» **Data**
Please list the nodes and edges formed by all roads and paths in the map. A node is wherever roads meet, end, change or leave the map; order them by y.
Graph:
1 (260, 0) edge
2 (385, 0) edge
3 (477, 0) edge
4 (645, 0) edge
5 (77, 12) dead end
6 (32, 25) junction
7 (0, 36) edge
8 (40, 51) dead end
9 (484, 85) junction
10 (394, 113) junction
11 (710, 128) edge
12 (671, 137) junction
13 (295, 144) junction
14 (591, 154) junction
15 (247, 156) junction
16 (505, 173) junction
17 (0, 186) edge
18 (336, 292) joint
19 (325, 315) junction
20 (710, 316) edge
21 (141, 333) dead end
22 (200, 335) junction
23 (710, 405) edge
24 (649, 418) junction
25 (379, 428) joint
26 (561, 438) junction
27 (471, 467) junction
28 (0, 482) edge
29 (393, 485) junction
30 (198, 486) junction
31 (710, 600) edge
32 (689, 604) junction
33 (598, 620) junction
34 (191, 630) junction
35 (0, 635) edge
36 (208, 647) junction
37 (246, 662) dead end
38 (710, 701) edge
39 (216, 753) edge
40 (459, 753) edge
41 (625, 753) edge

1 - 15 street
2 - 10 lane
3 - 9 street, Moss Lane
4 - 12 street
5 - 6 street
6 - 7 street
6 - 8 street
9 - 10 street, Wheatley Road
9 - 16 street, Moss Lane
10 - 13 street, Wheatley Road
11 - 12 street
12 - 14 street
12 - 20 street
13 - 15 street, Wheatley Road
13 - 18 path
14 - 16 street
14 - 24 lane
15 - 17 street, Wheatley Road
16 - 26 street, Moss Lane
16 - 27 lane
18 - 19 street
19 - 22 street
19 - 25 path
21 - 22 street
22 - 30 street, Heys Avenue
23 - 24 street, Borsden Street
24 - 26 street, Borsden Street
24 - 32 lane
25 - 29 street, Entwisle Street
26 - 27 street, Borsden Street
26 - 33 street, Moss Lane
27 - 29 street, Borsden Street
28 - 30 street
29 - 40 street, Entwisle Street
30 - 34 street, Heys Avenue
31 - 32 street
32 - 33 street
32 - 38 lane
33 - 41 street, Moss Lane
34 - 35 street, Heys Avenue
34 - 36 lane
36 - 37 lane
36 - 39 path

» **Problem to solve**
Transcribe every line above, character for character.

» **Exercise solution**
Please list the nodes and edges formed by all roads and paths in the map. A node is wherever roads meet, end, change or leave the map; order them by y.
Graph:
1 (260, 0) edge
2 (385, 0) edge
3 (477, 0) edge
4 (645, 0) edge
5 (77, 12) dead end
6 (32, 25) junction
7 (0, 36) edge
8 (40, 51) dead end
9 (484, 85) junction
10 (394, 113) junction
11 (710, 128) edge
12 (671, 137) junction
13 (295, 144) junction
14 (591, 154) junction
15 (247, 156) junction
16 (505, 173) junction
17 (0, 186) edge
18 (336, 292) joint
19 (325, 315) junction
20 (710, 316) edge
21 (141, 333) dead end
22 (200, 335) junction
23 (710, 405) edge
24 (649, 418) junction
25 (379, 428) joint
26 (561, 438) junction
27 (471, 467) junction
28 (0, 482) edge
29 (393, 485) junction
30 (198, 486) junction
31 (710, 600) edge
32 (689, 604) junction
33 (598, 620) junction
34 (191, 630) junction
35 (0, 635) edge
36 (208, 647) junction
37 (246, 662) dead end
38 (710, 701) edge
39 (216, 753) edge
40 (459, 753) edge
41 (625, 753) edge

1 - 15 street
2 - 10 lane
3 - 9 street, Moss Lane
4 - 12 street
5 - 6 street
6 - 7 street
6 - 8 street
9 - 10 street, Wheatley Road
9 - 16 street, Moss Lane
10 - 13 street, Wheatley Road
11 - 12 street
12 - 14 street
12 - 20 street
13 - 15 street, Wheatley Road
13 - 18 path
14 - 16 street
14 - 24 lane
15 - 17 street, Wheatley Road
16 - 26 street, Moss Lane
16 - 27 lane
18 - 19 street
19 - 22 street
19 - 25 path
21 - 22 street
22 - 30 street, Heys Avenue
23 - 24 street, Borsden Street
24 - 26 street, Borsden Street
24 - 32 lane
25 - 29 street, Entwisle Street
26 - 27 street, Borsden Street
26 - 33 street, Moss Lane
27 - 29 street, Borsden Street
28 - 30 street
29 - 40 street, Entwisle Street
30 - 34 street, Heys Avenue
31 - 32 street
32 - 33 street
32 - 38 lane
33 - 41 street, Moss Lane
34 - 35 street, Heys Avenue
34 - 36 lane
36 - 37 lane
36 - 39 path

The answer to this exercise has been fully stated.